Firstly, we might consider the inverses of each element. In the Klein group, every element is its own inverse. In $\mathbb{Z}_4$, neither $1$ ($1 + 1 = 2$) nor $3$ ($3 + 3 = 2$) are their own inverses while $0$ and $2$ are. So they're not isomorphic.

Secondly, we might consider the subgroups of each. What are the subgroups of $\mathbb{Z}_4$? There are only 3 subgroups: the two trivial subgroups and the group $\langle 0, 2 \rangle$. (If $1$ is in the subgroup, then so are $1 + 1 = 2, 1 + 1 + 1= 3$, and $1 + 1 + 1 + 1 = 0$; if 3 is in the subgroup, then so are $3 + 3 = 2, 3 + 3 + 3 = 1, and 3 + 3 + 3 + 3 = 0$). What about the Klein group? There are at least 5 different subgroups: the two trivial groups, and the groups $\langle a,b \rangle$, $\langle a,c\rangle$, and $\langle a,d\rangle$ (where I assumed that $a$ was the identity element). So they're not isomorphic.

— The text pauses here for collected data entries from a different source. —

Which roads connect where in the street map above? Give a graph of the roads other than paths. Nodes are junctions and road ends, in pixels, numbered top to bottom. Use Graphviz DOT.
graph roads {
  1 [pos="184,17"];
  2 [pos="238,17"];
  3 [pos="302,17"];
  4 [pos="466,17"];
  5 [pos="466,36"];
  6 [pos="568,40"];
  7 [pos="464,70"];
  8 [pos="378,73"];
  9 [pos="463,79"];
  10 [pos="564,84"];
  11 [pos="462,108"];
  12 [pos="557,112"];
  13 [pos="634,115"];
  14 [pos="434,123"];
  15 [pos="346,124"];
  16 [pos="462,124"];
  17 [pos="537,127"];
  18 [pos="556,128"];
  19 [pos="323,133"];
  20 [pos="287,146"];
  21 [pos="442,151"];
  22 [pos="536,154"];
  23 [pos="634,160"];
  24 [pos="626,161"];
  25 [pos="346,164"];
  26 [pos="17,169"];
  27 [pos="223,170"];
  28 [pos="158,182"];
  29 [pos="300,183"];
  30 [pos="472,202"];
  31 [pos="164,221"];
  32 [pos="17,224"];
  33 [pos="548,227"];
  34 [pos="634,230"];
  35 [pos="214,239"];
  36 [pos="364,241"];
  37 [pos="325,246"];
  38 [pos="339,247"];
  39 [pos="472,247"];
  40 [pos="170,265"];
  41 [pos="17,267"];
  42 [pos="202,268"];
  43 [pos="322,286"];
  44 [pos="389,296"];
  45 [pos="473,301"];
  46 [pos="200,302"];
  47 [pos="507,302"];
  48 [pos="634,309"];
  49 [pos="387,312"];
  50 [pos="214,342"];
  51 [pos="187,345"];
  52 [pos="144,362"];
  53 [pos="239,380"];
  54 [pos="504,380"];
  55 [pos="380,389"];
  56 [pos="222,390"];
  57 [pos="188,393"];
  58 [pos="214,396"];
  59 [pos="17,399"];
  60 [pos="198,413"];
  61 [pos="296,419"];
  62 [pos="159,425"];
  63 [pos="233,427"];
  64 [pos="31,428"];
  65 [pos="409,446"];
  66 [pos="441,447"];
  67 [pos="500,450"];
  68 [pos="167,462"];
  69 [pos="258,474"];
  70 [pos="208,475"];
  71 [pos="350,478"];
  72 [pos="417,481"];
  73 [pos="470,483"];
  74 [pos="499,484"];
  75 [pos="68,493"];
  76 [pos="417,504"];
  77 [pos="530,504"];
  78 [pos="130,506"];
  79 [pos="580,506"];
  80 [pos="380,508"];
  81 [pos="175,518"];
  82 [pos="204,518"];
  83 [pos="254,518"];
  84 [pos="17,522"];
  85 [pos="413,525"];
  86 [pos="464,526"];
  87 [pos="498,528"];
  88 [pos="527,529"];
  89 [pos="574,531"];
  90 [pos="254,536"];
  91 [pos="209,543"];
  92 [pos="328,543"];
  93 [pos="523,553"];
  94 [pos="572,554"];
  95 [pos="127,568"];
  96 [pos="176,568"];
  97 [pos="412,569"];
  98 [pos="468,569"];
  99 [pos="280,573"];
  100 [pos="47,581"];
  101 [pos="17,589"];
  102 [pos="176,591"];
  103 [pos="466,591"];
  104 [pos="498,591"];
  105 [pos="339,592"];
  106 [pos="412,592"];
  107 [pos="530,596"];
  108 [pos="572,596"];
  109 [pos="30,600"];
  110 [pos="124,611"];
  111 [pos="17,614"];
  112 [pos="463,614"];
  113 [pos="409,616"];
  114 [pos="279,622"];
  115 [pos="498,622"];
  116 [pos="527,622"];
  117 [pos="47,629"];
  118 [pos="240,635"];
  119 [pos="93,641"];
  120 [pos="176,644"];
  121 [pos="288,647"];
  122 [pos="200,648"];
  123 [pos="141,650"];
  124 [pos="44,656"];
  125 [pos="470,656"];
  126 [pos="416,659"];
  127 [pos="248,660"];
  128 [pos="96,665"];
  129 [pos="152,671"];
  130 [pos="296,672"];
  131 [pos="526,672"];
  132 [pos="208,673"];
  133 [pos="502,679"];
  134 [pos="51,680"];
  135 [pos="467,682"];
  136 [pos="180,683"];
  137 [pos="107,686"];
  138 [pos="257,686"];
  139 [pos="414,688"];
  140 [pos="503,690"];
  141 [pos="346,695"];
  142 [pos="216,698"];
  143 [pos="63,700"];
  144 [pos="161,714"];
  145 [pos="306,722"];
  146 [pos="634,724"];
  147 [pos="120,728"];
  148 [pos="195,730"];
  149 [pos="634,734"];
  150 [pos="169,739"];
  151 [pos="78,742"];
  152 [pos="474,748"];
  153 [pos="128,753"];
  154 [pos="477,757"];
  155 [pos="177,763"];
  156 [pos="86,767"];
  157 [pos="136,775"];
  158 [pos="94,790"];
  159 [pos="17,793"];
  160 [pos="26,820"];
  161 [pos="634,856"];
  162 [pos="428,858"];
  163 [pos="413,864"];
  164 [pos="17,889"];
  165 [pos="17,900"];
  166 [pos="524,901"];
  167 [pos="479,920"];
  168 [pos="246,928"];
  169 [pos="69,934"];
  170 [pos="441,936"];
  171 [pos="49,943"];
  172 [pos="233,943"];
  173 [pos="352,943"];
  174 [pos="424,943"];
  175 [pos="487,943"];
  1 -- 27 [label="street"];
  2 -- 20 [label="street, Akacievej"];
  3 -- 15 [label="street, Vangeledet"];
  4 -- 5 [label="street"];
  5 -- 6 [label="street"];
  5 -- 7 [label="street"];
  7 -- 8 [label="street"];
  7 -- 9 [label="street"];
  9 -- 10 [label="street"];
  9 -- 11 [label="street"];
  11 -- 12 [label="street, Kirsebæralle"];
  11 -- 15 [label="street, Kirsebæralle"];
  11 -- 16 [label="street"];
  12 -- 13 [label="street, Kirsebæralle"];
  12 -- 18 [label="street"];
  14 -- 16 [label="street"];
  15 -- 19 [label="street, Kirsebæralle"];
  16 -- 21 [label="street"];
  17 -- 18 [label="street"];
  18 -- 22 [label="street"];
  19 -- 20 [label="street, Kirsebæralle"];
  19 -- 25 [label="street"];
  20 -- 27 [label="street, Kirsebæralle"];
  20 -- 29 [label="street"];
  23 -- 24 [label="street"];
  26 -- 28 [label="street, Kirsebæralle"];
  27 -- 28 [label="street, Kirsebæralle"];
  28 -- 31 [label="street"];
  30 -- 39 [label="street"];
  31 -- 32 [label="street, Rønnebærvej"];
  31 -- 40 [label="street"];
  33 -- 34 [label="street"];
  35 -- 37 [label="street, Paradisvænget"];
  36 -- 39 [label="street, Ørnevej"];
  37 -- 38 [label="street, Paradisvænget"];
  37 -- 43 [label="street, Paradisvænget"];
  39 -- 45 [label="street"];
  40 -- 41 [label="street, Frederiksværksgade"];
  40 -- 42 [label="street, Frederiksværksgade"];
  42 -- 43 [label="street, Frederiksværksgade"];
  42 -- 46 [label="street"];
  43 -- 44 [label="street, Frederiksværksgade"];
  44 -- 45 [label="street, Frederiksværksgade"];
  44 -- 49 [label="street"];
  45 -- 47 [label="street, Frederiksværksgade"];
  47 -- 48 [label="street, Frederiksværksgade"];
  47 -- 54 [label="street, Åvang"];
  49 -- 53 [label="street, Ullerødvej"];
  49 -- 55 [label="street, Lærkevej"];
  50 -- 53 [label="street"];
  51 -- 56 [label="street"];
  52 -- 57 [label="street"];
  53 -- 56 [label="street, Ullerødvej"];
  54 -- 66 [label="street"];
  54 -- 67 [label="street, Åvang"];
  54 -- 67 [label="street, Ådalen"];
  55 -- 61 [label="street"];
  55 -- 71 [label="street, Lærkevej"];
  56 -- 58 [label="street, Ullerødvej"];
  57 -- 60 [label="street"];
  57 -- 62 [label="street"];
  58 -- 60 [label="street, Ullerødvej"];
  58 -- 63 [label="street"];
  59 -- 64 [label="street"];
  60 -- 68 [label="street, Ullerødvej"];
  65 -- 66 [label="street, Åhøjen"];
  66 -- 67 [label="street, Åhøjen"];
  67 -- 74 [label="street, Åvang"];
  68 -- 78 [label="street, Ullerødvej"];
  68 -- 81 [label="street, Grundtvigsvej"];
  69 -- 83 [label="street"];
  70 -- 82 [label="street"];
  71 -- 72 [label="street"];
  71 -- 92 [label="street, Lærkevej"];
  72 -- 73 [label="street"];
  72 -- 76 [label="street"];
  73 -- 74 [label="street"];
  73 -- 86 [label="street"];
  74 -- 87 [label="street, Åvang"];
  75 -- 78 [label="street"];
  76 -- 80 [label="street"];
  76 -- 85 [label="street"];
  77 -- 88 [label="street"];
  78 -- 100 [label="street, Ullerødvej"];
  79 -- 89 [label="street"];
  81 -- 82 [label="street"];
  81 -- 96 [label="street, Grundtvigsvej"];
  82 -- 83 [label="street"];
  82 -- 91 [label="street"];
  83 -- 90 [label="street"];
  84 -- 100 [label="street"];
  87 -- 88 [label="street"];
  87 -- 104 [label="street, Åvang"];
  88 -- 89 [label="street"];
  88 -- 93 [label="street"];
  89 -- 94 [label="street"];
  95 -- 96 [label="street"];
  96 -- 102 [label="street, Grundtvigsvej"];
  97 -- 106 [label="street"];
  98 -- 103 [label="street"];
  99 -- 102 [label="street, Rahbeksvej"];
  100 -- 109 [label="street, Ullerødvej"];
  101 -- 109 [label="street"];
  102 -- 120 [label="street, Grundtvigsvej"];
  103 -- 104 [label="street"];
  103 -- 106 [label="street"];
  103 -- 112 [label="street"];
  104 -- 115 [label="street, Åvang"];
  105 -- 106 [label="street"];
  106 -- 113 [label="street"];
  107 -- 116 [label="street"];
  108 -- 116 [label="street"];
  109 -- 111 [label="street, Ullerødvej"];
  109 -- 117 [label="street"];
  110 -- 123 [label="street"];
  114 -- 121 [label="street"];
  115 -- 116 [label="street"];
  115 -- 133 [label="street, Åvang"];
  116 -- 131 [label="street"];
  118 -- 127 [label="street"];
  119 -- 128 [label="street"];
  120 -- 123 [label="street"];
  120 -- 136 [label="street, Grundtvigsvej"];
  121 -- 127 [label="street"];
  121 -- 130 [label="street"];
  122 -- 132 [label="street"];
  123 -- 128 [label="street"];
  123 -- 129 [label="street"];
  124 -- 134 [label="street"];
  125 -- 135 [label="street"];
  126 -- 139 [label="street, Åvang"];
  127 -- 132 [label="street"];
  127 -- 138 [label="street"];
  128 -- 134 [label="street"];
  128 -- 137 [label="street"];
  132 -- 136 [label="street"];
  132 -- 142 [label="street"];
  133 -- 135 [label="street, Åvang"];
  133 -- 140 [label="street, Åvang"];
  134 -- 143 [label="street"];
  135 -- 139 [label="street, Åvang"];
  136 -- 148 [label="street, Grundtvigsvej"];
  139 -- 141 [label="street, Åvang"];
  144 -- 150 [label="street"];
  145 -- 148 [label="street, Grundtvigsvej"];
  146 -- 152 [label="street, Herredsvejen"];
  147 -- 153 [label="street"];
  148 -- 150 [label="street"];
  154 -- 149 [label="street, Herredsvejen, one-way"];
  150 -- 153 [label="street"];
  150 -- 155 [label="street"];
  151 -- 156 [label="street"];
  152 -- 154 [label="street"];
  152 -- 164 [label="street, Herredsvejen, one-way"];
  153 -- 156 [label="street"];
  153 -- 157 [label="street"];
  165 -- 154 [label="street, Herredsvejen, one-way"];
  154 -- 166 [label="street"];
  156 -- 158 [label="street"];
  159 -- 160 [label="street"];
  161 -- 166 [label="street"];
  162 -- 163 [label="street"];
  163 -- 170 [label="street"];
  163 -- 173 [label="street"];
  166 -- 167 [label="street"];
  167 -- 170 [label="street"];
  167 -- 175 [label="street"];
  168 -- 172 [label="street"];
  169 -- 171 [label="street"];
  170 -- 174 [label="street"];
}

Another way equivalent to the second (and let's be honest - to the first as well) is to consider the orders of the elements. In the Klein group, there are 3 elements of order 2 and the identity. In $\mathbb{Z}_4$, there are 2 elements of order 4 ($1$ and $3$), an element of order 2 ($2$), and the identity. So they're not isomorphic.

One should note that the subgroups in the second point are exactly the cyclic subgroups generated by a particular element. Because there are different numbers of elements with the same order, there are different subgroups. One might be made to think that if two groups have the exact same number of elements of each order, than they must be isomorphic. But this is not true! The smallest counterexample are two groups of order 27. And that's pretty cool.